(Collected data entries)
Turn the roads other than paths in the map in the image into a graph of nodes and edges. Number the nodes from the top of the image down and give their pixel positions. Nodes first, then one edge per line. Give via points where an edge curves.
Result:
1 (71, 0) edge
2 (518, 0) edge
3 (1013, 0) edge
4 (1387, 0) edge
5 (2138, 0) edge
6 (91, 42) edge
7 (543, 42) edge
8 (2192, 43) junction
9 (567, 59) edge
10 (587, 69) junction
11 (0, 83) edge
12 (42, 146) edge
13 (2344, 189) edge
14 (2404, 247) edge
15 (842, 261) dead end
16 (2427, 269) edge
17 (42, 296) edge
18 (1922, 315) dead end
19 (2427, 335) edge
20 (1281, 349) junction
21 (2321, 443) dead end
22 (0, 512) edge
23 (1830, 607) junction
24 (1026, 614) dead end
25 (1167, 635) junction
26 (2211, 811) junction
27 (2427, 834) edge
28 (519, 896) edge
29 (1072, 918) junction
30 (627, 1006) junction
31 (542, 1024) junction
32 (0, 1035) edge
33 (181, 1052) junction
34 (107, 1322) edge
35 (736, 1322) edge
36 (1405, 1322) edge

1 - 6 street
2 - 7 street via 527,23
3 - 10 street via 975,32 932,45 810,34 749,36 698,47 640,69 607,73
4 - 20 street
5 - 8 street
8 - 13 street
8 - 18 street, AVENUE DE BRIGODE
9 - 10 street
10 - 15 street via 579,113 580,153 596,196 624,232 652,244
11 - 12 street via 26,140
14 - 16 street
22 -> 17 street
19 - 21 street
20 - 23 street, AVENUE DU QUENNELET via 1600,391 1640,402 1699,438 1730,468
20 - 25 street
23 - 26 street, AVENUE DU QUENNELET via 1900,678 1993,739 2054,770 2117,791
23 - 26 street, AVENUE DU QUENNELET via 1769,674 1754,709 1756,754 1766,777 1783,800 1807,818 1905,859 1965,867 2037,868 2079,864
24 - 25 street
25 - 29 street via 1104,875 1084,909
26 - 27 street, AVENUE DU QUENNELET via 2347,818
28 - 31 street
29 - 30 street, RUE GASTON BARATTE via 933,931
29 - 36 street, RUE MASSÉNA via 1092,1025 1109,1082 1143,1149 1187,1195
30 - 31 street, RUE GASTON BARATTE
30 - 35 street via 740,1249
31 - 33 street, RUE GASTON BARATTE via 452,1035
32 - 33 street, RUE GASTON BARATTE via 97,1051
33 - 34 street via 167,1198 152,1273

• BRIEF:
All of the data, from the first line to the last, should be written out exactly.

• SOLUTION FOR THIS PROBLEM:
Turn the roads other than paths in the map in the image into a graph of nodes and edges. Number the nodes from the top of the image down and give their pixel positions. Nodes first, then one edge per line. Give via points where an edge curves.
Result:
1 (71, 0) edge
2 (518, 0) edge
3 (1013, 0) edge
4 (1387, 0) edge
5 (2138, 0) edge
6 (91, 42) edge
7 (543, 42) edge
8 (2192, 43) junction
9 (567, 59) edge
10 (587, 69) junction
11 (0, 83) edge
12 (42, 146) edge
13 (2344, 189) edge
14 (2404, 247) edge
15 (842, 261) dead end
16 (2427, 269) edge
17 (42, 296) edge
18 (1922, 315) dead end
19 (2427, 335) edge
20 (1281, 349) junction
21 (2321, 443) dead end
22 (0, 512) edge
23 (1830, 607) junction
24 (1026, 614) dead end
25 (1167, 635) junction
26 (2211, 811) junction
27 (2427, 834) edge
28 (519, 896) edge
29 (1072, 918) junction
30 (627, 1006) junction
31 (542, 1024) junction
32 (0, 1035) edge
33 (181, 1052) junction
34 (107, 1322) edge
35 (736, 1322) edge
36 (1405, 1322) edge

1 - 6 street
2 - 7 street via 527,23
3 - 10 street via 975,32 932,45 810,34 749,36 698,47 640,69 607,73
4 - 20 street
5 - 8 street
8 - 13 street
8 - 18 street, AVENUE DE BRIGODE
9 - 10 street
10 - 15 street via 579,113 580,153 596,196 624,232 652,244
11 - 12 street via 26,140
14 - 16 street
22 -> 17 street
19 - 21 street
20 - 23 street, AVENUE DU QUENNELET via 1600,391 1640,402 1699,438 1730,468
20 - 25 street
23 - 26 street, AVENUE DU QUENNELET via 1900,678 1993,739 2054,770 2117,791
23 - 26 street, AVENUE DU QUENNELET via 1769,674 1754,709 1756,754 1766,777 1783,800 1807,818 1905,859 1965,867 2037,868 2079,864
24 - 25 street
25 - 29 street via 1104,875 1084,909
26 - 27 street, AVENUE DU QUENNELET via 2347,818
28 - 31 street
29 - 30 street, RUE GASTON BARATTE via 933,931
29 - 36 street, RUE MASSÉNA via 1092,1025 1109,1082 1143,1149 1187,1195
30 - 31 street, RUE GASTON BARATTE
30 - 35 street via 740,1249
31 - 33 street, RUE GASTON BARATTE via 452,1035
32 - 33 street, RUE GASTON BARATTE via 97,1051
33 - 34 street via 167,1198 152,1273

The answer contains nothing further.